As the chart above shows, a significant depression is currently separating Virbac Paprec 3 from the boats immediately astern of her. This depression is rapidly heading south over the course of today, dragging a front behind it. So the leaders are set for a very fast, possibly record breaking couple of days, as they sprint away in strong northerlies, hopefully keeping their nose ahead of the front. But those behind, led by Iker Martinez and Xabi Fernandez on Mapfre, are also set for a speedy 48 hours but in completely reverse conditions - in strong southerlies in the northwest quadrant of the depression.
Looking ahead longer term, the front is forecast to lurk around this part of the Indian Ocean for the remainder of the week. Virbac Paprec 3 looks to be in good shape to make the next way point gate, the western end of which is 863 miles away at the latest sched, in brisk northerlies. Meanwhile as the front stops moving east, so those chasing will have to sail through it encountering features such as a 180° wind shift into the NNW and some extremely confused sea to negotiate as a result.
Overnight there has been a change in the leaderboard with Kito de Pavant and Sebastien Audigane on Groupe Bel taking over third place from Alex Pella and Pepe Ribes' Estrella Damm. In ocean racing terms the two boats are match racing, with Groupe Bel some 12 miles to the northeast of her opposition. Both boats are on much the same course as Mapfre ahead of them, all three making 15.5-16.5 knots.
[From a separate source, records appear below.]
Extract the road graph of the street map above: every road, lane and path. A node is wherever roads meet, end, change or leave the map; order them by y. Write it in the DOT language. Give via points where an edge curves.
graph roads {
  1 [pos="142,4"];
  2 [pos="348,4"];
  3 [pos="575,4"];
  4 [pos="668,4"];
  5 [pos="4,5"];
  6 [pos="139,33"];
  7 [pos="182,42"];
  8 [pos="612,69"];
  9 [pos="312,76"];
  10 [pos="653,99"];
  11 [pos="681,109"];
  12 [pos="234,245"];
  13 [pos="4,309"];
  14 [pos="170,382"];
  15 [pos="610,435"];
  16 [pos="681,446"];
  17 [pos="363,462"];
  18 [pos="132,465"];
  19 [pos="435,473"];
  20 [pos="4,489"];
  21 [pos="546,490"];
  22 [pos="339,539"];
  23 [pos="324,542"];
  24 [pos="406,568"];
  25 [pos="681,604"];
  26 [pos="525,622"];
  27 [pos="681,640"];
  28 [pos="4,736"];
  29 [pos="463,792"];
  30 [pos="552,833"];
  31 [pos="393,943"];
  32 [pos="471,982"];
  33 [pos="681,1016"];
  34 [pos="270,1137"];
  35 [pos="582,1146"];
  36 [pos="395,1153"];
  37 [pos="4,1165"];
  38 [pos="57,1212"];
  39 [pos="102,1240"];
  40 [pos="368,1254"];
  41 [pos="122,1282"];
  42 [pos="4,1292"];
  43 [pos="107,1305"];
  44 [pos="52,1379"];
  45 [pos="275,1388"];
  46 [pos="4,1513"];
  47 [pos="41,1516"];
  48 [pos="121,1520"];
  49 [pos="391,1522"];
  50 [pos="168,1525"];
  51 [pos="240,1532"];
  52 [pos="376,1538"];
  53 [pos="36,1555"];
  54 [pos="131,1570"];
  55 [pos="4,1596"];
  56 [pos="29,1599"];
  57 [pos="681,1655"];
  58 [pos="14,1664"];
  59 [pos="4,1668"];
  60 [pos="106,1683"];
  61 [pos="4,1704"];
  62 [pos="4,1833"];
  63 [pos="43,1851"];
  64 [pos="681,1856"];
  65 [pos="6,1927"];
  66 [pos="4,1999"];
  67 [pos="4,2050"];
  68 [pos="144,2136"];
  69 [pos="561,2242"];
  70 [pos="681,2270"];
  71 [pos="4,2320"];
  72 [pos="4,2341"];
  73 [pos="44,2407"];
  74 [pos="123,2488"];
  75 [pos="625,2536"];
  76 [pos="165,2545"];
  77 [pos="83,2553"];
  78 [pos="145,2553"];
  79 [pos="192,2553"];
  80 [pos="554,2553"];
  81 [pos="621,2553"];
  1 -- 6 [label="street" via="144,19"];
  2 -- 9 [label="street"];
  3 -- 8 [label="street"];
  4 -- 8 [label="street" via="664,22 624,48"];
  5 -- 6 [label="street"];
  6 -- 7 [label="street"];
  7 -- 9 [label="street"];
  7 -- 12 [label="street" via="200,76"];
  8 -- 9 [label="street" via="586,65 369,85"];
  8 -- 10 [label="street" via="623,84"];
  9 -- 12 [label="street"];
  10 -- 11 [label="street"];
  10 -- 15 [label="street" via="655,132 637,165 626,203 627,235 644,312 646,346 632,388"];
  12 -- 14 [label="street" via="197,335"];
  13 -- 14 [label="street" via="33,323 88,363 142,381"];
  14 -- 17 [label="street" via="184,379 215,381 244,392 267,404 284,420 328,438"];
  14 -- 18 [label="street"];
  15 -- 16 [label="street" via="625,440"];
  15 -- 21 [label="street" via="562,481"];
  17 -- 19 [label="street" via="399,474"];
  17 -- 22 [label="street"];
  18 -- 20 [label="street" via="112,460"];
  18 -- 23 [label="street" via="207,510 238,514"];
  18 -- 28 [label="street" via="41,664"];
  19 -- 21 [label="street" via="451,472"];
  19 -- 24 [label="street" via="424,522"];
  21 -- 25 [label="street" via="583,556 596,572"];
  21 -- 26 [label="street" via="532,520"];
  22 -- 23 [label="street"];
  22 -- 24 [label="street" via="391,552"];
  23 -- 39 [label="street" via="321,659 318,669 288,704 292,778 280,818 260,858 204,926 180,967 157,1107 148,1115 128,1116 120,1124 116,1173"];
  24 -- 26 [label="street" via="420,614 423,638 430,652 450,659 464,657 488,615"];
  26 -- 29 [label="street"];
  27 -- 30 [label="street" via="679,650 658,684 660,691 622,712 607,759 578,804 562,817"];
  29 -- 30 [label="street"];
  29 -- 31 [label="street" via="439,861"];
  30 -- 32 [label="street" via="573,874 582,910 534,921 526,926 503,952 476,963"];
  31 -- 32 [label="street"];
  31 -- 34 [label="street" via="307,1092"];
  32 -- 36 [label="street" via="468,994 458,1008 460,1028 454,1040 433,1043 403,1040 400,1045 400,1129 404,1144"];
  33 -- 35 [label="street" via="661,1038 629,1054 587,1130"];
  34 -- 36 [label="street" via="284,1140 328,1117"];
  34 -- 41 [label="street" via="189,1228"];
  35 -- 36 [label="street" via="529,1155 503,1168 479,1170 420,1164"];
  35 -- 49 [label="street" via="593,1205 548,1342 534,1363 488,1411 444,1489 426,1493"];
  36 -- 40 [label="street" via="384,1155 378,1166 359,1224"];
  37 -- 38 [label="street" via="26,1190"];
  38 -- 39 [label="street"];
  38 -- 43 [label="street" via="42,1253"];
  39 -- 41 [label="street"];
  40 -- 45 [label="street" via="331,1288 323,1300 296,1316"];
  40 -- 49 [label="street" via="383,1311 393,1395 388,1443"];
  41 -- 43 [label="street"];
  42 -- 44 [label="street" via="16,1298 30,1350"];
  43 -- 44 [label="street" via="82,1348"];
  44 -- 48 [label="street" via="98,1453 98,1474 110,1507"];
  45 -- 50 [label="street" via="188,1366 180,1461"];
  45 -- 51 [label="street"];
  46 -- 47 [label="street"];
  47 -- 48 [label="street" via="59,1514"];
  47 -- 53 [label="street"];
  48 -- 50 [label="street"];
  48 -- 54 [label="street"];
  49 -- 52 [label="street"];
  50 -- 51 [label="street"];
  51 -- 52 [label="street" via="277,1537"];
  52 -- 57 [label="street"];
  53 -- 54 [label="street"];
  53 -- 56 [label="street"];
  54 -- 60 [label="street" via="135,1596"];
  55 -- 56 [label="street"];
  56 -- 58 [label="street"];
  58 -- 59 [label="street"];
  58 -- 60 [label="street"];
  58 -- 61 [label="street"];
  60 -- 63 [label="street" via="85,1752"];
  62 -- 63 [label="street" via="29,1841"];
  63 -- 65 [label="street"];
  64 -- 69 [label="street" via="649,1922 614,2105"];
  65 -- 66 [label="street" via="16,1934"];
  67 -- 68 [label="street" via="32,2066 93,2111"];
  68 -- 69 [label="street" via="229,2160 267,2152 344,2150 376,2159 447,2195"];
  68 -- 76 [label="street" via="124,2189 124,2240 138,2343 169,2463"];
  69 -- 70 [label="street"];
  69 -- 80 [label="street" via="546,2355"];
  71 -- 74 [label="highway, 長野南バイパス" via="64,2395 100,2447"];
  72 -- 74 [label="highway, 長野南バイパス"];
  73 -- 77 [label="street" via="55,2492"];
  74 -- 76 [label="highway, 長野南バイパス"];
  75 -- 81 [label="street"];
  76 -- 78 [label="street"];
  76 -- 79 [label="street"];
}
Another tight race is going on for sixth place between Dominique Wavre and Michelle Paret on the Swiss boat Mirabaud and the US-German alliance of Ryan Breymaier and Boris Herrmann on Neutrogena. Mirabaud was 85 miles ahead of her rival 24 hours ago, but this morning this has reduced to just 26. While the leaders and those chasing are in different parts of the same weather system, Mirabaud and Neutrogena are in a third scenario, in moderate southeasterlies in the top right quadrant of an area of high pressure centred unusually at around 47°S, in the Southern Ocean directly down from South Africa. It is this high that is creating the delightful easterly headwinds for the back end of the fleet.